Task to carry out: Find the lines holding the string "Schniderskamp" in the data, then copy all of them.

Dataset excerpts:
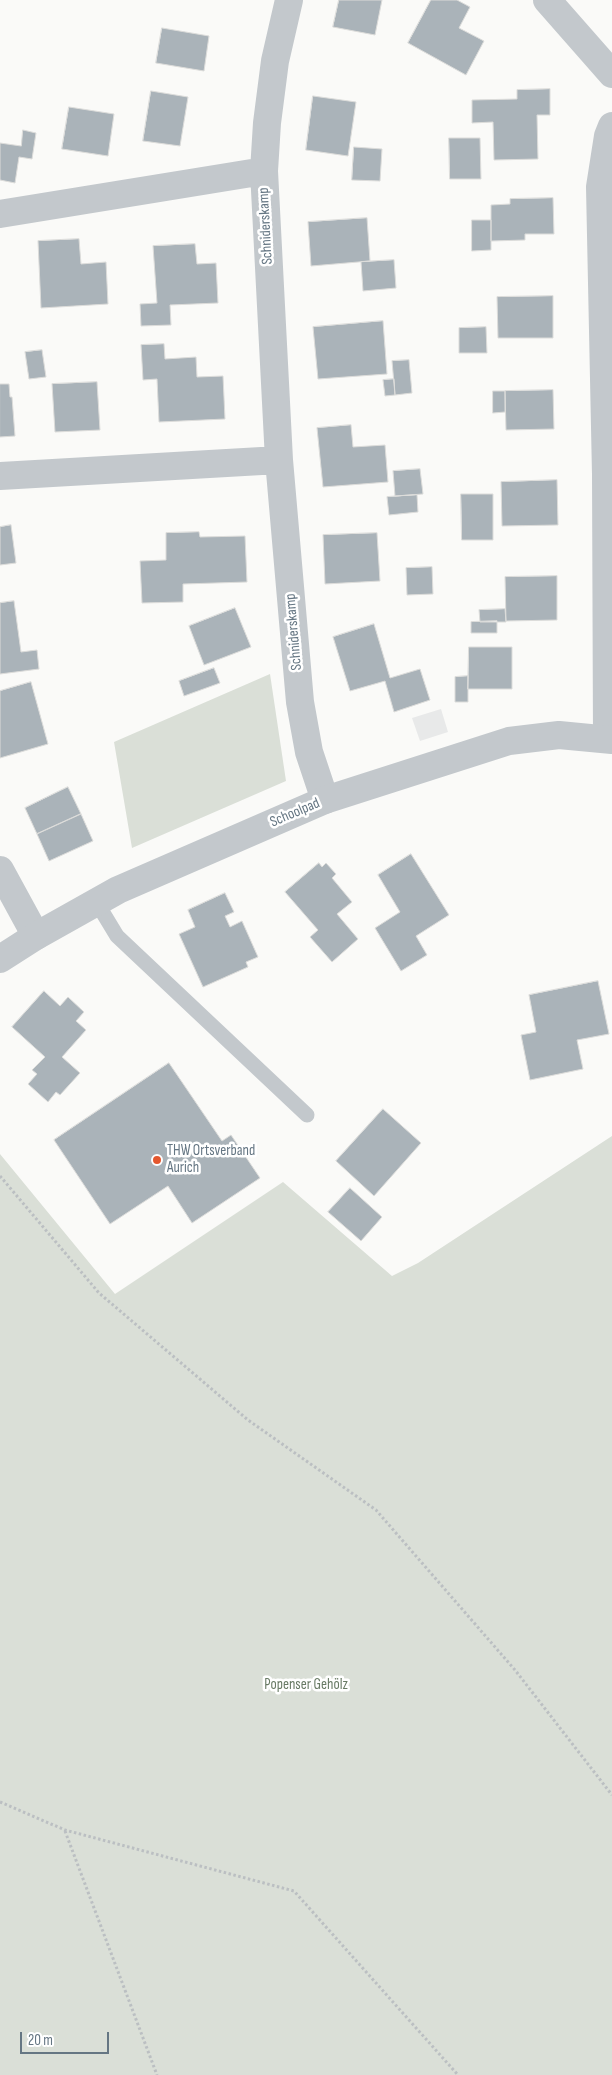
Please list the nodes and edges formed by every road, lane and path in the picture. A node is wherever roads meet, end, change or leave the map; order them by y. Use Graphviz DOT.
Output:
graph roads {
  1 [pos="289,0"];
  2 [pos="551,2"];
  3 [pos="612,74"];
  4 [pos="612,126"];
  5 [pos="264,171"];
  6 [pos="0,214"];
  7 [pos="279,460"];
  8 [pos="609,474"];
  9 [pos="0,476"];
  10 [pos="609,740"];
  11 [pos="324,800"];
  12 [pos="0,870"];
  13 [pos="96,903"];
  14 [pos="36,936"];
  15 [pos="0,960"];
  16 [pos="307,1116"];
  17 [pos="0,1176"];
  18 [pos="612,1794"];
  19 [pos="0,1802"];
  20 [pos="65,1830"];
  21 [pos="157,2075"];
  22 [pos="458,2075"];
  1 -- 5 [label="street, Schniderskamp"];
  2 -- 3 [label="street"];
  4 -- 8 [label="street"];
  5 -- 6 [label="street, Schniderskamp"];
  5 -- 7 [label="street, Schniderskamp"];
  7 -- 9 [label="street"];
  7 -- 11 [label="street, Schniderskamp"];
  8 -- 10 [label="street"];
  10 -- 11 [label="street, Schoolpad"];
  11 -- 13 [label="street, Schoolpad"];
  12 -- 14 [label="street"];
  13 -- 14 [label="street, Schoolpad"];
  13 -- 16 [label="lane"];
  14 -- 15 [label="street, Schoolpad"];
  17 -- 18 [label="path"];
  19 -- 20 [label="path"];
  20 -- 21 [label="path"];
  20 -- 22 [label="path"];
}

Solution to the exercise:
  1 -- 5 [label="street, Schniderskamp"];
  5 -- 6 [label="street, Schniderskamp"];
  5 -- 7 [label="street, Schniderskamp"];
  7 -- 11 [label="street, Schniderskamp"];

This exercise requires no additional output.